À la fin du mois de septembre 1915, l’éminent physicien Oliver Lodge reçut des nouvelles de son fils Raymond, qui était parti se battre en Flandre ce printemps-là. Sa situation était ‘difficile’, mais ‘il a tellement d’amis gentils pour l’aider. Il ne pensait pas, lorsqu’il s’est réveillé pour la première fois, qu’il allait être heureux, mais maintenant il l’est, et il dit qu’il le sera encore plus. Il sait que dès qu’il sera un peu plus prêt, il aura beaucoup de travail à faire.’
À peine deux semaines plus tôt, Raymond avait été touché par un obus allemand alors qu’il construisait des tranchées près d’Ypres. Un officier camarade écrivit à Oliver qu’il ‘avait vu votre fils dans un abri, avec un homme qui le surveillait. Il était alors complètement inconscient bien qu’il respirât encore avec difficulté. Je pouvais voir que c’était fini pour lui. Il était encore à peine en vie quand je suis parti.’ En moins d’une demi-heure, il était mort. Un autre officier lui envoya une description du cimetière dans lequel il avait été enterré le soir même.
Cette correspondance solennelle marquait un commencement plutôt qu’une fin.
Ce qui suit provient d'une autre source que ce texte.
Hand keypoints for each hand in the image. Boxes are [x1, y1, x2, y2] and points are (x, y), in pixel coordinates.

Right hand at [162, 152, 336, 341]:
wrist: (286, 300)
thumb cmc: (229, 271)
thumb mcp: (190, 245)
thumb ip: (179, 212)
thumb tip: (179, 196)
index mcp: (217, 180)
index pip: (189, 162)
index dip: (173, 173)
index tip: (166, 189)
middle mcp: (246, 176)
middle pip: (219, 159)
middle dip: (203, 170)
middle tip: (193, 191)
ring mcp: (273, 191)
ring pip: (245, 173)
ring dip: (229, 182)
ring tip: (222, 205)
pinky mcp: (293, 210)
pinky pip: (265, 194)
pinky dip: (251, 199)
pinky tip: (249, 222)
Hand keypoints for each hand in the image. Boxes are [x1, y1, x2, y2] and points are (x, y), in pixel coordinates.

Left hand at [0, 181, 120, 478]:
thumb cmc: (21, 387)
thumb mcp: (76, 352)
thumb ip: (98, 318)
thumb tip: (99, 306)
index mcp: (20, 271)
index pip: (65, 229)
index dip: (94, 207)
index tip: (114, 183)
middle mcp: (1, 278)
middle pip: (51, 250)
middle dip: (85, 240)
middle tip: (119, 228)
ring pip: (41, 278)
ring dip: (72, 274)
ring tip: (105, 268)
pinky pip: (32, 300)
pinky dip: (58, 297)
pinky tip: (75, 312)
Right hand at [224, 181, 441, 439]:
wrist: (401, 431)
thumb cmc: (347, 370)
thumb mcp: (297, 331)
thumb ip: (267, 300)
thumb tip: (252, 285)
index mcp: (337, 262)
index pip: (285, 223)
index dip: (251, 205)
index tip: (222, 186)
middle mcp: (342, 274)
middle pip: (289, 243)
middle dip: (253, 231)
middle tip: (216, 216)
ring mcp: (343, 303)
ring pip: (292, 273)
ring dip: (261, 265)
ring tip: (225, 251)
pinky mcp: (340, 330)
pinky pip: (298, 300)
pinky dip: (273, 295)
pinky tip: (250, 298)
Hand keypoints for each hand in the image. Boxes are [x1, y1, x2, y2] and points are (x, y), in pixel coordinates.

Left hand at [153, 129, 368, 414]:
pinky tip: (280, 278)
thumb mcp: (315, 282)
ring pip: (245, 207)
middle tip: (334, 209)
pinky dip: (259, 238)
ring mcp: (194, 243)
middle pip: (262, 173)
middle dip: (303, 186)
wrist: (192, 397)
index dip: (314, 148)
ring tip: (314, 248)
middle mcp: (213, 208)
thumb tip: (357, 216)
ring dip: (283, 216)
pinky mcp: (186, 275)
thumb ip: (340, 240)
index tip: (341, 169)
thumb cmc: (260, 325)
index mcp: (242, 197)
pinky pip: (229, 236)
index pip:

Après le ‘premier choc du deuil’, toute la famille Lodge avait rapidement développé une ‘perception de sa continuelle utilité’. Ils rendirent visite à des médiums spirites qui leur transmirent les paroles de Raymond d’un autre monde. Raymond: Or Life and Death (1916), le livre dans lequel Oliver rassembla ces événements, connut 12 éditions en trois ans. C’était à la fois un symptôme et une justification voulue d’un phénomène social saisissant. Bien que les gens en Grande-Bretagne et aux États-Unis aient expérimenté le contact avec le monde des esprits depuis plus d’un demi-siècle, la Première Guerre mondiale provoqua une augmentation spectaculaire de la pratique du spiritisme, alors que les endeuillés affluaient pour entrer en contact avec leurs défunts.
Raymond est une lecture émouvante mais aussi opportune aujourd’hui, alors que l’Intelligence Artificielle promet également de ressusciter les morts — moyennant finances. Un nombre de start-ups technologiques, telles que HereAfter AI et Séance AI, commercialisent des chatbots qui utilisent les archives numériques d’un proche décédé pour parler avec sa voix. Une autre entreprise, DeepBrain AI de Corée du Sud, crée des avatars vidéo qui capturent les manières et la voix d’un proche. Une fenêtre de chat peut sembler un endroit très différent et peut-être plus rationnel pour rencontrer les morts qu’une ‘séance’ avec un médium. Pourtant, il est intéressant de réfléchir à leurs similitudes.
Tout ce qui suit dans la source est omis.